Apollo Server releases v3.0, TC39 talks about JavaScript stuff, and a new template engine makes us hungry for Japanese food. Welcome to Issue 57.


Daft Punk

Remember the astronauts from Apollo 11? This is them now. Feel old yet?

Apollo Server 3.0 took one small step for man

…and one giant leap for GraphQL servers everywhere, when they released v3.0 last week (their first major release since 2018).

Quick review: Apollo Server is an open-source GraphQL server with a schema-first approach. It can be used as a standalone GraphQL server, a gateway for a federated data graph, or as an add-on to your existing Node.js middleware (like Express or Fastify).

Getting flexible: Apollo Server 2 had a bunch of hardcoded dependencies, which made it difficult to build new features. So, like many of us during quarantine, Apollo Server bought a cheap yoga mat off Amazon and decided to start working on its flexibility.

In this case, that required removing the majority of those hardcoded dependencies, increasing extensibility, and modernizing the entire code base.
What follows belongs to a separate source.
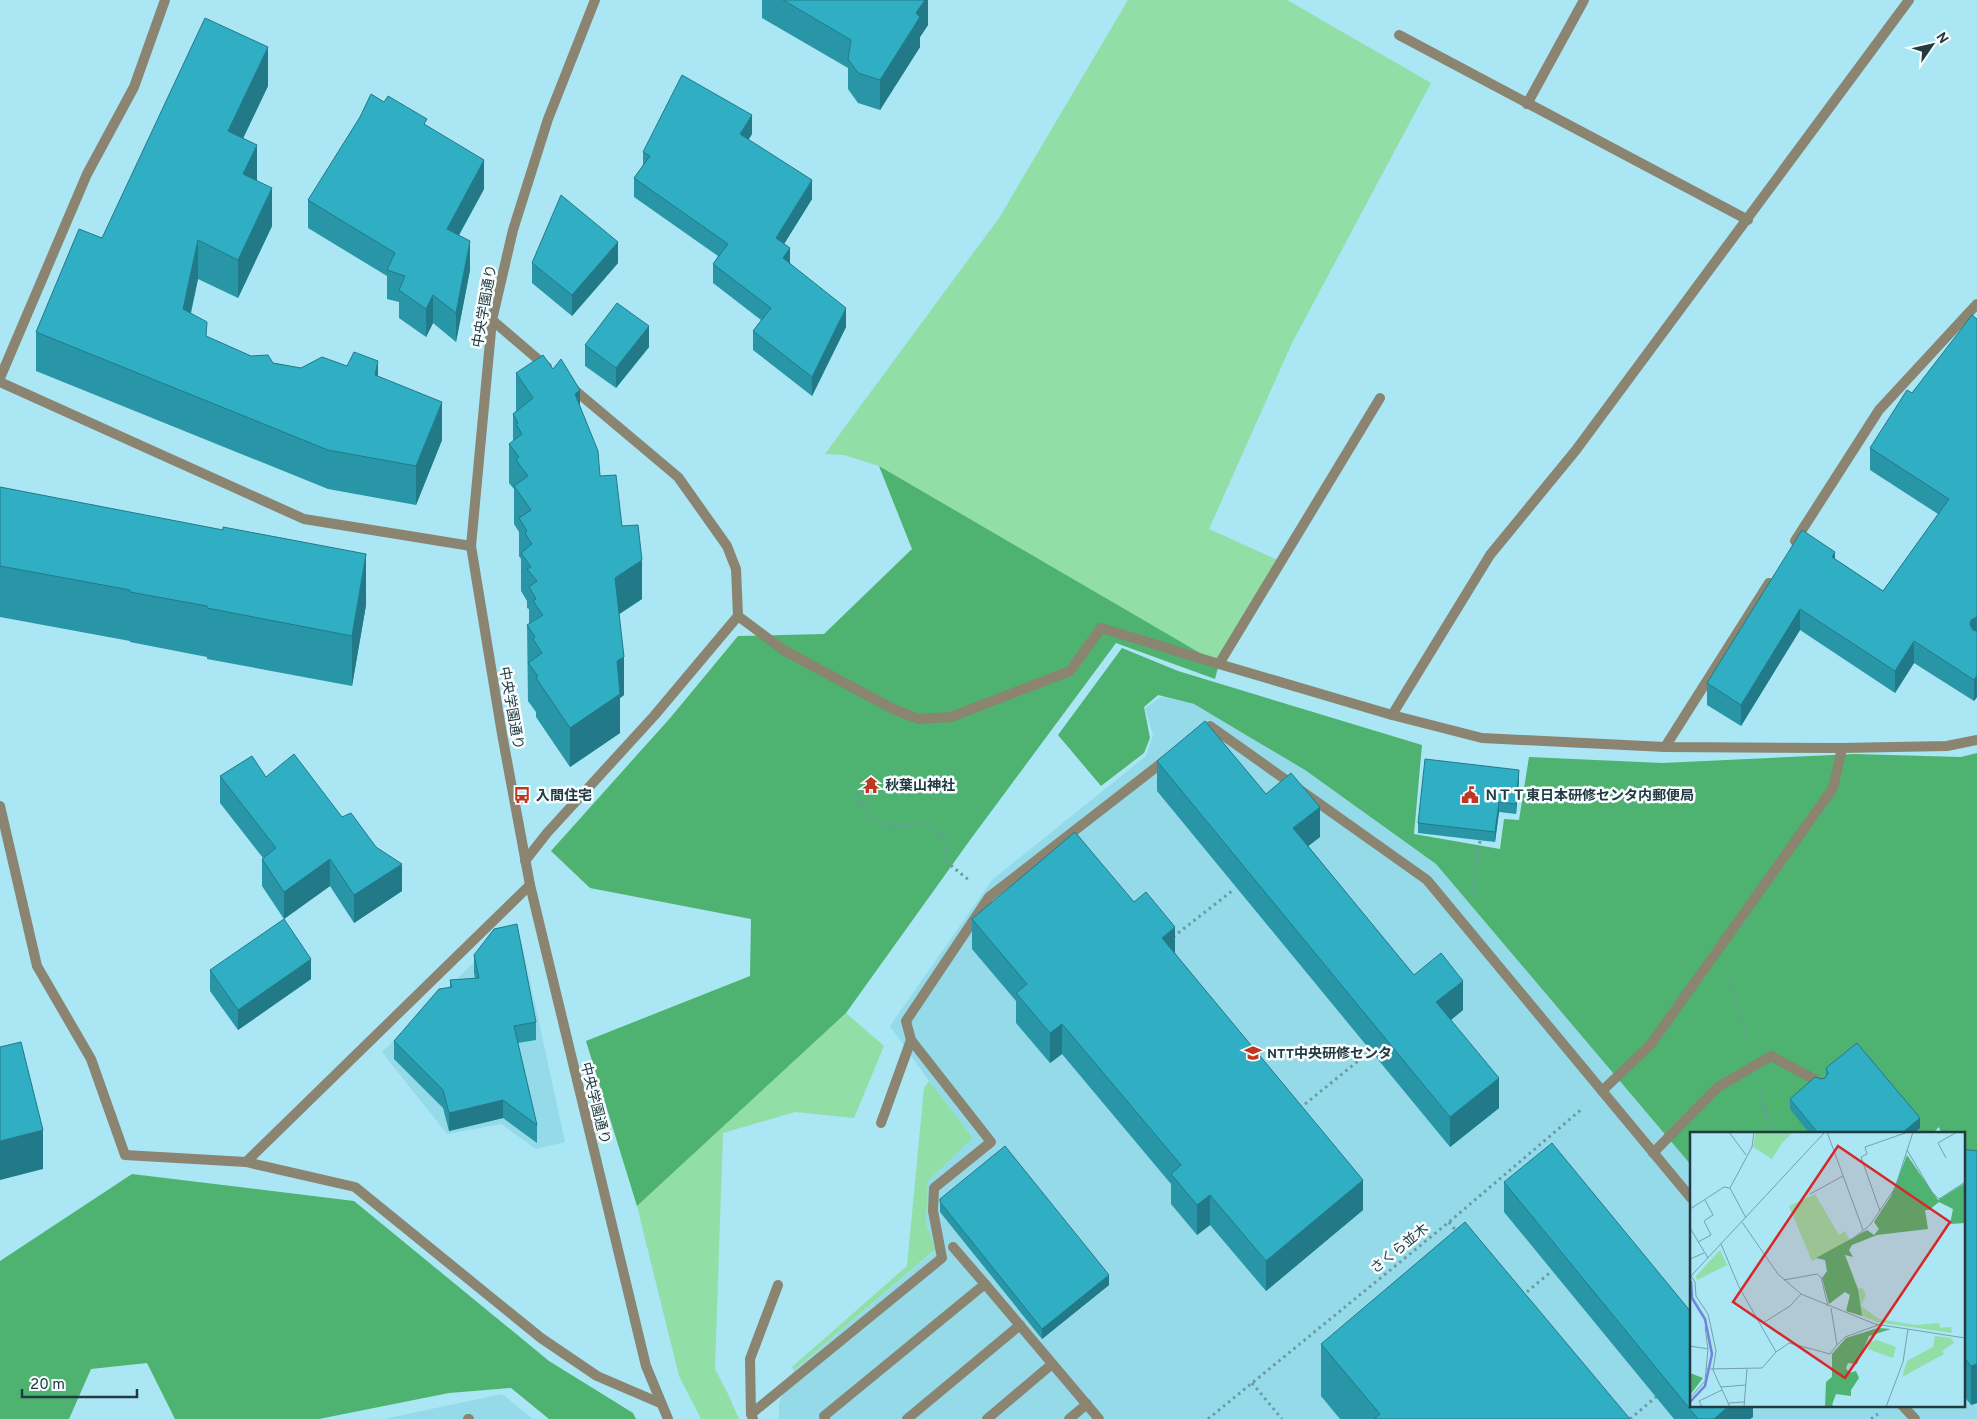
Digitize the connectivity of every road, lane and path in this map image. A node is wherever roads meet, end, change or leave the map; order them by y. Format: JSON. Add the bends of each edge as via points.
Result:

These under-the-hood improvements were the major focus of this v3 release, but there are a few other cool new features:

  • Apollo Sandbox is a new GraphQL IDE for local development that’s now the main recommended tool for querying your server

  • There’s newly added support for the latest versions of Fastify and Hapi

  • AWS Lambda and Google Cloud Functions integrations are now built directly on top of the Express integration — which means that new Apollo Server functionality will work in Lambda and Cloud Functions without making you write the same code three times

The Bottom Line: This release is less about introducing a ton of exciting new features, and more about building a scalable foundation so that Apollo Server can actually build those new features in the future. Kind of like when Venusaur has to spend a whole turn charging up its Solar Beam move before it can use it to unleash hell.


Fellowship of the Ring

If by my life or death I can protect you from breaking changes, I will.

A Quick TC39 Update

When we saw the agenda for the upcoming 84th meeting of Ecma TC39, we were ecstatic. “Find volunteers for note taking”, “Intl Locale Info update”, “Module fragments current direction” had us – and I can’t emphasize this enough – riveted. So much so that we applied to join TC39.

Unfortunately, our application was denied on the grounds of “we’re not smart” and “we’re not even that funny”. Thankfully Hemanth, a TC39 delegate, was there and wrote a recap:

Stage 1:

  • ArrayBuffer to/from base64 — ArrayBuffer ↔️ base64 string functions, which would give JavaScript a built-in mechanism to encode binary data as base64

Stage 3:

  • Array find from last — Proposal for .findLast() and .findLastIndex() methods on array and typed array
  • Intl Enumeration API — Return supported values of options, such as timeZone, calendars, numberingSystems, currencies, units

Stage 4:

The Bottom Line: Yes, it was a slow week in JavaScript-land. Thanks for asking.


Cool Bits

  1. Gigi wrote a deep dive on the evolution of graphics in JavaScript from 1990 to today. We’ve come a long way in 30 years, but it turns out you can still host a website on a Casio graphing calculator if you want.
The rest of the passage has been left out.